▸ **What is expected**
Set down all of the entries below word for word, with the pictures left out.

▸ **Records to use**
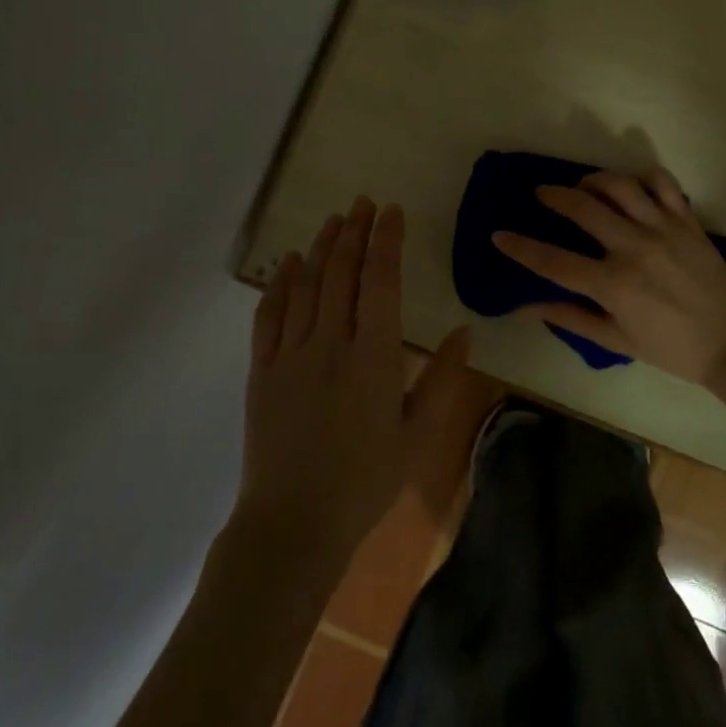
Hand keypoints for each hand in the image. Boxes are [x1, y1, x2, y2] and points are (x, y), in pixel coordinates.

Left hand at [240, 197, 475, 566]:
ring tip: (335, 219)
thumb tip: (463, 330)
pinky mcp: (262, 370)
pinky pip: (269, 314)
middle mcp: (330, 344)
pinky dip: (280, 282)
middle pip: (342, 273)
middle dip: (355, 232)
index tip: (391, 211)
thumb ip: (443, 379)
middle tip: (364, 202)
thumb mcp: (419, 435)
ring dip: (322, 248)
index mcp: (374, 357)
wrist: (293, 524)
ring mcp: (290, 355)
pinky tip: (290, 262)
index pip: (380, 282)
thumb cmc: (366, 482)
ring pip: (307, 285)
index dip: (386, 241)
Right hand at [491, 168, 725, 387]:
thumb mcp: (616, 340)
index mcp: (613, 284)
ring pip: (620, 186)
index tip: (498, 235)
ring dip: (594, 179)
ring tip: (583, 186)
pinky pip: (663, 183)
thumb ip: (570, 318)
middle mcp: (634, 248)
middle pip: (583, 208)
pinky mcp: (687, 220)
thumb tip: (526, 306)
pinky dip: (643, 176)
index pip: (554, 261)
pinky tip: (631, 185)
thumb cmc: (671, 348)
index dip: (521, 247)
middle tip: (542, 194)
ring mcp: (664, 229)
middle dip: (554, 196)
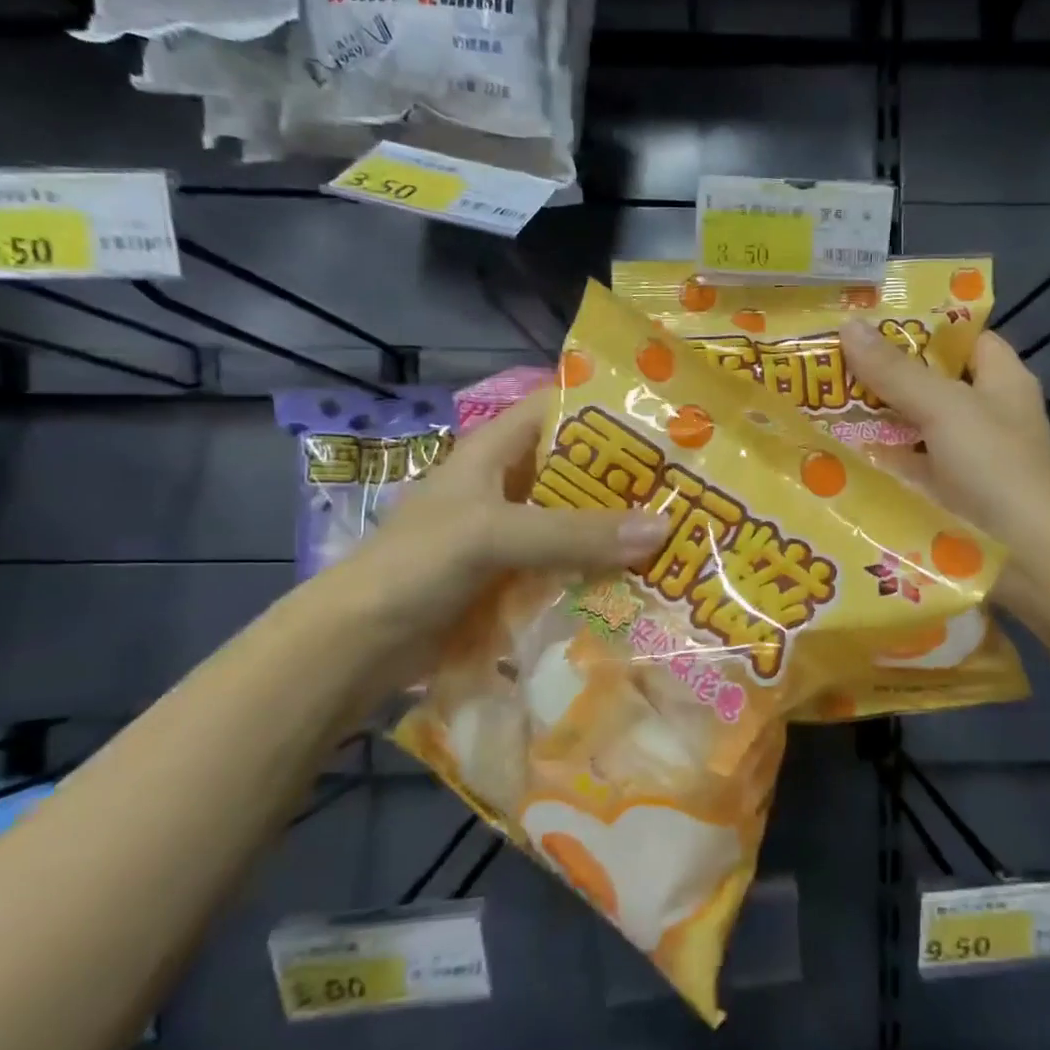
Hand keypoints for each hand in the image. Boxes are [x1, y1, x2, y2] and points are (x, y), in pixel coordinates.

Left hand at [336, 391, 669, 630]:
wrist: (359, 643)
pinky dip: (600, 569)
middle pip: (578, 468)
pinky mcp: (515, 577)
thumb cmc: (416, 565)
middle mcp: (509, 484)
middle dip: (628, 476)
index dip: (608, 406)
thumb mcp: (494, 534)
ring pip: (577, 520)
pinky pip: (568, 564)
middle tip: (690, 486)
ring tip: (680, 533)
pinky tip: (641, 580)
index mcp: (495, 450)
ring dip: (619, 528)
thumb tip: (663, 529)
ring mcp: (512, 533)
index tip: (666, 420)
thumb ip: (574, 532)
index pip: (559, 407)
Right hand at [840, 321, 1049, 622]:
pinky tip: (831, 451)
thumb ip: (896, 370)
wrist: (1024, 561)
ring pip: (911, 424)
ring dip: (872, 417)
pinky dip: (874, 458)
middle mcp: (982, 413)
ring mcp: (961, 456)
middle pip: (927, 381)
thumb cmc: (994, 470)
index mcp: (999, 380)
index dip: (918, 325)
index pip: (960, 337)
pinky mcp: (942, 492)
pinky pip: (903, 464)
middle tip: (823, 359)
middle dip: (880, 372)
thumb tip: (849, 324)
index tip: (864, 320)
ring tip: (814, 399)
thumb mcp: (945, 409)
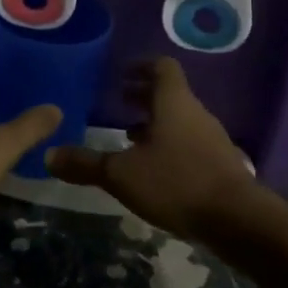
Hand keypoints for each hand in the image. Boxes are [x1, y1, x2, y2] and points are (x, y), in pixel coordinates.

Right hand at [45, 57, 258, 242]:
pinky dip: (170, 146)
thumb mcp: (122, 174)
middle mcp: (195, 113)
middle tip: (119, 103)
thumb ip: (86, 164)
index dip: (141, 66)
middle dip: (144, 96)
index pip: (161, 67)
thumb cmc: (177, 182)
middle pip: (170, 93)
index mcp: (173, 102)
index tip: (122, 73)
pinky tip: (155, 170)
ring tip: (130, 138)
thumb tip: (48, 155)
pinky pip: (190, 143)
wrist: (239, 220)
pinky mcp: (220, 164)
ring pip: (180, 120)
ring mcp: (211, 139)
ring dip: (156, 123)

▸ **Worked solution**
Hand keypoints for each hand in the image. Boxes are [x1, y1, x2, y2] and points are (x, y), in pixel coordinates.

Left hand at [240, 197, 475, 566]:
ring tip: (335, 219)
thumb tip: (463, 330)
pinky mcp: (262, 370)
pinky pip: (269, 314)
middle mcp: (330, 344)
pinky dip: (280, 282)
middle pip: (342, 273)
middle dip: (355, 232)
index tip: (391, 211)
thumb ip: (443, 379)
middle tip: (364, 202)
thumb mcp: (419, 435)
ring dip: (322, 248)
index mcp: (374, 357)
wrist: (293, 524)
ring mcp: (290, 355)
pinky tip: (290, 262)
index pip: (380, 282)
thumb cmc: (366, 482)
ring pip: (307, 285)
index dip: (386, 241)
Right hand at [491, 168, 725, 387]:
thumb mcp: (616, 340)
index mcp: (613, 284)
ring pip: (620, 186)
index tip: (498, 235)
ring dip: (594, 179)
ring tip: (583, 186)
pinky pip: (663, 183)
thumb ip: (570, 318)
middle mcp: (634, 248)
middle pip: (583, 208)
pinky mcp: (687, 220)
thumb tip: (526, 306)
pinky dip: (643, 176)
index pip: (554, 261)
pinky tip: (631, 185)
thumb cmc: (671, 348)
index dip: (521, 247)
middle tip: (542, 194)
ring mcp: (664, 229)
middle dip: (554, 196)
Hand keypoints for each hand in the image. Boxes are [x1, y1, x2, y2] and points are (x, y), in pixel coordinates.

Left hand at [336, 391, 669, 630]:
wrist: (359, 643)
pinky dip: (600, 569)
middle pip: (578, 468)
pinky mcp: (515, 577)
thumb cmc: (416, 565)
middle mcp: (509, 484)
middle dip: (628, 476)
index dip: (608, 406)
thumb mcp: (494, 534)
ring pip: (577, 520)
pinky pip: (568, 564)
middle tip: (690, 486)
ring tip: (680, 533)
pinky tip: (641, 580)
index mcp: (495, 450)
ring dip: (619, 528)
thumb tip: (663, 529)
ring mcp: (512, 533)
index tip: (666, 420)
thumb ip: (574, 532)
index pip: (559, 407)
Right hand at [840, 321, 1049, 622]:
pinky tip: (831, 451)
thumb ip: (896, 370)
wrist: (1024, 561)
ring pip: (911, 424)
ring dip: (872, 417)
pinky dip: (874, 458)
middle mcp: (982, 413)
ring mcp: (961, 456)
middle pip: (927, 381)
thumb cmc: (994, 470)
index mcp: (999, 380)
index dip: (918, 325)
index pip: (960, 337)
pinky mcp: (942, 492)
pinky pip: (903, 464)
middle tip: (823, 359)
middle dip: (880, 372)
thumb tip: (849, 324)
index tip: (864, 320)
ring tip: (814, 399)
thumb mcp: (945, 409)
Hand keypoints for each hand in the image. Boxes are [x1, y1, x2, y2] and points are (x, y), in pixel coordinates.

Right hand at [45, 57, 258, 242]:
pinky dip: (170, 146)
thumb mcp: (122, 174)
middle mcp: (195, 113)
middle tip: (119, 103)
thumb ip: (86, 164)
index dip: (141, 66)
middle dip: (144, 96)
index pip: (161, 67)
thumb cmc: (177, 182)
middle pip: (170, 93)
index mcp: (173, 102)
index tip: (122, 73)
pinky tip: (155, 170)
ring tip: (130, 138)
thumb tip: (48, 155)
pinky pip: (190, 143)
wrist: (239, 220)
pinky mcp: (220, 164)
ring pip: (180, 120)
ring mcp: (211, 139)
ring dip: (156, 123)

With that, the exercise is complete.